言い切った瞬間、胸の奥の何かがすっと定まる。
ああ、自分はこれを認めたかったのだと思う。
仕事のことも、家のことも、大事だ。
でもそれとは別に、この人を失いたくない。

榊が、ひどく静かな顔で息を吐いた。
それからようやく、少しだけ笑う。

「よかった」
「何が」
「片思いではなかったので」
「……いま確認したんですけど」
「十分です」

凛は膝の上の花びらを見下ろした。
散る前に触れたら壊れてしまいそうな薄さなのに、指先へ乗せるとたしかにここにある。

「金沢」

榊が言う。

「行きたいなら、行ったほうがいいです」
「うん」
「でも、行く前提で諦めるのは、違うと思う」
「うん」
「俺も、異動の希望を出し直します。
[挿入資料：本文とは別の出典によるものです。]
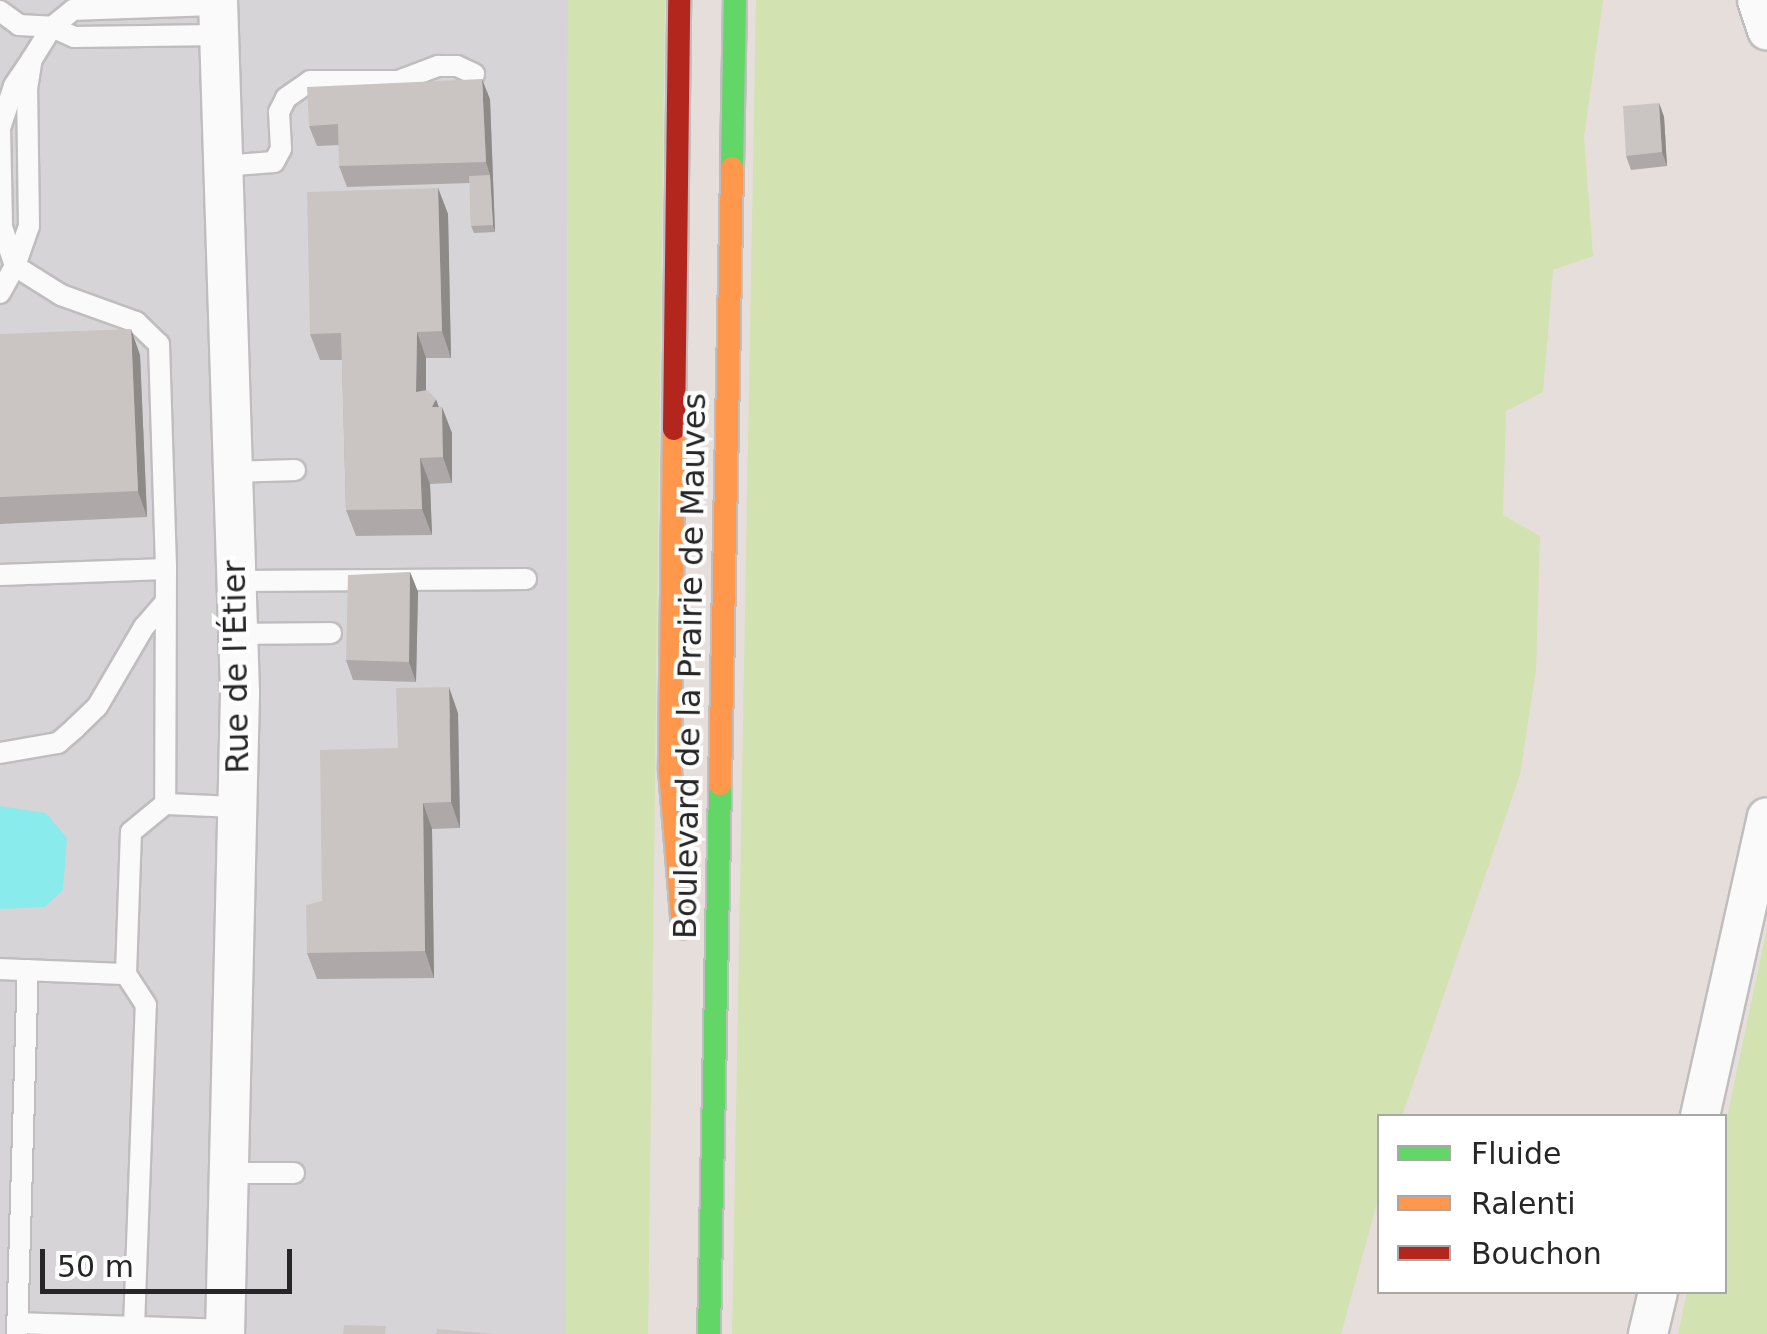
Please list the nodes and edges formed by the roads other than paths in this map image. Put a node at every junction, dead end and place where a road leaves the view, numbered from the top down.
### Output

通るかわからないけど」
「そんなこと、できるの」
「最後まで粘るくらいは」
「……仕事、好きなんですよね」
「好きです」
「私も」
「知ってます」

凛は少し考え、それから言った。

「金沢の返事、少し待ってもらいます」
「はい」
「この家の資料整理と公開計画、ちゃんと形にしたい」
「はい」
「それと」
「はい」
「離れたとしても、終わりにしない」

榊は目を細めた。
その表情は初めて見るのに、なぜかずっと前から知っていたみたいに安心した。

「それなら」

彼が言う。

「今度は間に合います」

凛はその言葉に、少しだけ目を見張る。
どうして彼がそんな言い方をしたのか、たぶん本人にも説明できないだろう。
けれど不思議と、凛にはよくわかった。

間に合わなかった春が、この家にはたくさんあった。
だから今度だけは、そうしない。

凛はそっと手を伸ばした。
榊も同じように手を出す。
触れた指先は、思ったよりも温かい。

散る桜の下で、ようやく手を取る。

それは遅すぎた告白ではなかった。
たぶん、やっと間に合った春だった。